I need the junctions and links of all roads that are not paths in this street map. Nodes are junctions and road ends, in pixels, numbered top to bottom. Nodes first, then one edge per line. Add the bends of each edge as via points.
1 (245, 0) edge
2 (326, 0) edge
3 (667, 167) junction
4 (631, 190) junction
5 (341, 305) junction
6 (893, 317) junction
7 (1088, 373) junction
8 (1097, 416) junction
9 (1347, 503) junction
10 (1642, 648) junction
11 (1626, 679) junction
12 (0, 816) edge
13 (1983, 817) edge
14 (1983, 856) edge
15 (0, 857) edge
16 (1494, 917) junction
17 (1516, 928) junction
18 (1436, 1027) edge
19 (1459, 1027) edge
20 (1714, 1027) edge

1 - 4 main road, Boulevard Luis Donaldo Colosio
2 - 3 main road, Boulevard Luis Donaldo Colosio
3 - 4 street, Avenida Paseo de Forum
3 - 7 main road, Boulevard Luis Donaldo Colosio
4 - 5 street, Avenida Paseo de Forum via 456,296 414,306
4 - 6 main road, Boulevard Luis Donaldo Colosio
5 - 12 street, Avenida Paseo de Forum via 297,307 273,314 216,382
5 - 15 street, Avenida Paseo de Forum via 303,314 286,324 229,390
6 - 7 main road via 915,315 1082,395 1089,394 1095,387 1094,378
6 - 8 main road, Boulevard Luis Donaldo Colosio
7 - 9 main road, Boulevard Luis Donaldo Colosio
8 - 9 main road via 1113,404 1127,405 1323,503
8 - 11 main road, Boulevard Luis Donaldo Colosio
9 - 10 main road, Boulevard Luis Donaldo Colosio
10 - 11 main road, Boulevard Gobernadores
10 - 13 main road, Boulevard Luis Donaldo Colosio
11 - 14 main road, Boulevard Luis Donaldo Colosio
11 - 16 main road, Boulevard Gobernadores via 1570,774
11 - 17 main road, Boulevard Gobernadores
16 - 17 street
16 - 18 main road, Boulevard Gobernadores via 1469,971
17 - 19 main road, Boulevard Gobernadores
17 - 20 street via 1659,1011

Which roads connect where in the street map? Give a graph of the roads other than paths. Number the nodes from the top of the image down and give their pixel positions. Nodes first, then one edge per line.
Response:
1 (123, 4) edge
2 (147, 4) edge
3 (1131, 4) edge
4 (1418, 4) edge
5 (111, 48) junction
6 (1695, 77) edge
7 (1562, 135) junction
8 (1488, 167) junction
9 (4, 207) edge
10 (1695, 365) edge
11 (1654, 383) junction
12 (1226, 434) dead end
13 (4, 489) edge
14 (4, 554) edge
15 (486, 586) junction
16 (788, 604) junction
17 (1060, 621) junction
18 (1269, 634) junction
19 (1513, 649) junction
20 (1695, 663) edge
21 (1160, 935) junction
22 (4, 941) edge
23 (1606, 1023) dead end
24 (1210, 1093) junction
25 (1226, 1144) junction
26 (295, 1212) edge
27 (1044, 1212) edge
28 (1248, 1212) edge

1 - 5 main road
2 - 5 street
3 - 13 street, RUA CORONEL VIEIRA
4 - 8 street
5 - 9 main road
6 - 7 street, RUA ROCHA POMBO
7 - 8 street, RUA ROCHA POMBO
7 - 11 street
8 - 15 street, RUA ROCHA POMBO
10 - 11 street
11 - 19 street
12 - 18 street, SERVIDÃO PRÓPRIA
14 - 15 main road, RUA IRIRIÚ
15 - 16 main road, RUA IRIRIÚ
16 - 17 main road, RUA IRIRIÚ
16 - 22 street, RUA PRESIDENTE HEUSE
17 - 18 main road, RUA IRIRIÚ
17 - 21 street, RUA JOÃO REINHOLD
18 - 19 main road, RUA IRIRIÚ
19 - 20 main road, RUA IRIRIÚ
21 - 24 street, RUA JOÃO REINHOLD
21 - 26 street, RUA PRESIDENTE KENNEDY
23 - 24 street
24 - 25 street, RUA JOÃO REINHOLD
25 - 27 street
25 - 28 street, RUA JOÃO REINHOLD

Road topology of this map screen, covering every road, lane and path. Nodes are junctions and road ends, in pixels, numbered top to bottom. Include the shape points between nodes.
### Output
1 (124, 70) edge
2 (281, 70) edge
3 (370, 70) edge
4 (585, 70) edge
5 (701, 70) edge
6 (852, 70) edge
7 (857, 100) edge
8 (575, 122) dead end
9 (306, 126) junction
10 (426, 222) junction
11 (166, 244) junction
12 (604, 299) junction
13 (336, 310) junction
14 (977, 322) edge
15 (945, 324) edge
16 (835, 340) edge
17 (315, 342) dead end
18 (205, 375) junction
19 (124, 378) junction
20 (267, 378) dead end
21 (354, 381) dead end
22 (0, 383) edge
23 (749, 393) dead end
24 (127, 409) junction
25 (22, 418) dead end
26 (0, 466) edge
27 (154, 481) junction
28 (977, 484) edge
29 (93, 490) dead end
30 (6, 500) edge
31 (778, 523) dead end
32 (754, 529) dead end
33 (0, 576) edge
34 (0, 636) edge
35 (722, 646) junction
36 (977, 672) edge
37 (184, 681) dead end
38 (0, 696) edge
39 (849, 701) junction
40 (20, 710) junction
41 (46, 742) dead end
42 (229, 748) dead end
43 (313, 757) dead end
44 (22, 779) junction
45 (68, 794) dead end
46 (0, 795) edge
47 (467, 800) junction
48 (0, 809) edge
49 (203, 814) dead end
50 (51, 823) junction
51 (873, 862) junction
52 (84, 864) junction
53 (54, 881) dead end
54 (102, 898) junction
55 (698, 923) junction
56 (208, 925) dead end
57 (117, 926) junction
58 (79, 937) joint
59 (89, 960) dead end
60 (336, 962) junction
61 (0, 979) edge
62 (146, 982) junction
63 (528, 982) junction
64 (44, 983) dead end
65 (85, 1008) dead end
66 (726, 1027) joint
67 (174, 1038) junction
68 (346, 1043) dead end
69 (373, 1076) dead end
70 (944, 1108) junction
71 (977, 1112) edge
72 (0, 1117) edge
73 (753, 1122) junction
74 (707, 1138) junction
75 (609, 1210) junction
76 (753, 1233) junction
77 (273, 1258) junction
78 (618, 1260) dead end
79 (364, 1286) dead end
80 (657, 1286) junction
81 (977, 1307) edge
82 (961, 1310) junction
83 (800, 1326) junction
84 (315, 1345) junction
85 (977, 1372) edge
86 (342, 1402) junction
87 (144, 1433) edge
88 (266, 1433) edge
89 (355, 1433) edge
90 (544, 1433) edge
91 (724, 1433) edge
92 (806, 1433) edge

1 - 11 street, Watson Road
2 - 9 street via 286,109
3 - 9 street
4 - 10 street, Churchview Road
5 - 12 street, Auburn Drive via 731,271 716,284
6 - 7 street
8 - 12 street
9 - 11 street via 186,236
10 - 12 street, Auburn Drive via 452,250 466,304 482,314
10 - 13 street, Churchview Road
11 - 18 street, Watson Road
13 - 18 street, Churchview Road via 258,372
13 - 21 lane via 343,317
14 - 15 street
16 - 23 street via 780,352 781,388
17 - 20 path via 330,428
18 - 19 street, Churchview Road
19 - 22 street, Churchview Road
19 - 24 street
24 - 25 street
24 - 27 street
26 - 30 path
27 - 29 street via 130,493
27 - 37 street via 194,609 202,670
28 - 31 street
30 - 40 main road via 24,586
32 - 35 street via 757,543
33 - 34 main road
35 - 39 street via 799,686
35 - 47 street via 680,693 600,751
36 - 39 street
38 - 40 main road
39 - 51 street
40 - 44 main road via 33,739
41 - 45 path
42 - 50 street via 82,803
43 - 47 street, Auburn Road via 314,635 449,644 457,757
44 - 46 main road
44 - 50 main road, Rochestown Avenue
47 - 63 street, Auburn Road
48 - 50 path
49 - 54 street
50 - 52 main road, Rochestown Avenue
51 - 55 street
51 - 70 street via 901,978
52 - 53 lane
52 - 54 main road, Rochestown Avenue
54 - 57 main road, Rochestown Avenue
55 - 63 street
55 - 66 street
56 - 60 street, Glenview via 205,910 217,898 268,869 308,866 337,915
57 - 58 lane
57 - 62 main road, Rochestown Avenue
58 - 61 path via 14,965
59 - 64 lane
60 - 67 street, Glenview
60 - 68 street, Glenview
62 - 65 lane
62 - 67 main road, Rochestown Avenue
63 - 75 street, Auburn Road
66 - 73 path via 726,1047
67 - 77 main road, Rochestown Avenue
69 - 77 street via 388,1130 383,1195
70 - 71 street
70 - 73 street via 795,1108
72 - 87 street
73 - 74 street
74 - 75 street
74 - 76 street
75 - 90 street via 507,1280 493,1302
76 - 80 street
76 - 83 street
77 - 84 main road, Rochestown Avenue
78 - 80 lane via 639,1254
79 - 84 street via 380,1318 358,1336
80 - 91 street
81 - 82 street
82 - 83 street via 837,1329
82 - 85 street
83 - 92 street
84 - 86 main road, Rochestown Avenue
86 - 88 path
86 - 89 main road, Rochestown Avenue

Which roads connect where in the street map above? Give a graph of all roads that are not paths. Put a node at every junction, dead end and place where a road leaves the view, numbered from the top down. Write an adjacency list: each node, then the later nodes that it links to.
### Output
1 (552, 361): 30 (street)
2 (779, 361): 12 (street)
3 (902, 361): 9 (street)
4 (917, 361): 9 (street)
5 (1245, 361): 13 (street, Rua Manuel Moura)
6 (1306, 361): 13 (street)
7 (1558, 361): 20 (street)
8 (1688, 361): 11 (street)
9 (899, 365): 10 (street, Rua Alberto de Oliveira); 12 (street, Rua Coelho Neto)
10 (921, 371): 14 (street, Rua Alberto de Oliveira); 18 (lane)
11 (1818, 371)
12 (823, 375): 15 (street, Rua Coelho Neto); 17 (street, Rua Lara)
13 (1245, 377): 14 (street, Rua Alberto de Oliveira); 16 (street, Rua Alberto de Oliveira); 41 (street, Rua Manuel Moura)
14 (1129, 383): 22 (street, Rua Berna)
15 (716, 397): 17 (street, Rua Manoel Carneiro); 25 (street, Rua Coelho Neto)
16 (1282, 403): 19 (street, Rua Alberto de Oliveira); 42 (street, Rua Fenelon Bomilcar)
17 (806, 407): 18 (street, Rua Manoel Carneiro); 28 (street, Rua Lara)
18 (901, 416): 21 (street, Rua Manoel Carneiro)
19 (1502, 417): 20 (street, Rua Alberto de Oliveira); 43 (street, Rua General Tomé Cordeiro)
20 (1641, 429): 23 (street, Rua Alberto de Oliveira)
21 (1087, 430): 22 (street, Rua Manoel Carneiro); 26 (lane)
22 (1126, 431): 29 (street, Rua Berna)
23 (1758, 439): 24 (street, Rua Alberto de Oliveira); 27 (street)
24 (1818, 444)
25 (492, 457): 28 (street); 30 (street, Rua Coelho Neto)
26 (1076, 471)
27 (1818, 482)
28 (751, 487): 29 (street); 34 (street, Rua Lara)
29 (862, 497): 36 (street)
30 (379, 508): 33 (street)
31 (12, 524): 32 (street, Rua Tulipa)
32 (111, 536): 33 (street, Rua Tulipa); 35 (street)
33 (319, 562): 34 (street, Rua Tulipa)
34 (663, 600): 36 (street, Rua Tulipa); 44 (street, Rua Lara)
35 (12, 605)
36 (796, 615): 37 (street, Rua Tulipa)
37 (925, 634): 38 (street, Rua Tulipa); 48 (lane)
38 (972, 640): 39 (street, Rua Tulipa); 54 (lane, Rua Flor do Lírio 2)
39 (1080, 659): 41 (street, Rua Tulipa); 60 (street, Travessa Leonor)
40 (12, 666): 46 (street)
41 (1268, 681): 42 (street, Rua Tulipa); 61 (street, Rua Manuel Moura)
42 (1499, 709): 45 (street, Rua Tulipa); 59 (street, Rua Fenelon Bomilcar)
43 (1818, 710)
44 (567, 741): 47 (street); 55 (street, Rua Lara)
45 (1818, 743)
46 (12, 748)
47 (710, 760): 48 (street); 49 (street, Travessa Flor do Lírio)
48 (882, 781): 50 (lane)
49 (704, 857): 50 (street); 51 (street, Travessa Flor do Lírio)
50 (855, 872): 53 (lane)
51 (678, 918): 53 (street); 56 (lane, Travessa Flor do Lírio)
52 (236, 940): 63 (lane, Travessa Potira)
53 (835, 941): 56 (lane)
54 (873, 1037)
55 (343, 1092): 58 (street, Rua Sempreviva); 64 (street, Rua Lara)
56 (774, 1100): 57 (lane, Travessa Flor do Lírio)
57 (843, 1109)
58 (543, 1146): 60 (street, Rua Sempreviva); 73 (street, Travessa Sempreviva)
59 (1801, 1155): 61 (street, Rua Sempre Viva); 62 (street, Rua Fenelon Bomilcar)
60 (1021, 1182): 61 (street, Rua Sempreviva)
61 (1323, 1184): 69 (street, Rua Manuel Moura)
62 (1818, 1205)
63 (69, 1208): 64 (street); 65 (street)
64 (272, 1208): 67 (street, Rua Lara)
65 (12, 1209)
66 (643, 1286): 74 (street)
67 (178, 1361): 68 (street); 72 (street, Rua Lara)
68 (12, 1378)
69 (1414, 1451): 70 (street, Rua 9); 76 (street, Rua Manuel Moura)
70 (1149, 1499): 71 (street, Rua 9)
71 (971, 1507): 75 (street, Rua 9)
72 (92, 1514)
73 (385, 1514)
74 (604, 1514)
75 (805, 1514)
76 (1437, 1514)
***
> **WHAT TO PRODUCE**
For every line in the listing above that contains "Drive", copy that line.

> **TASK RESULT**
5 - 12 street, Auburn Drive via 731,271 716,284
10 - 12 street, Auburn Drive via 452,250 466,304 482,314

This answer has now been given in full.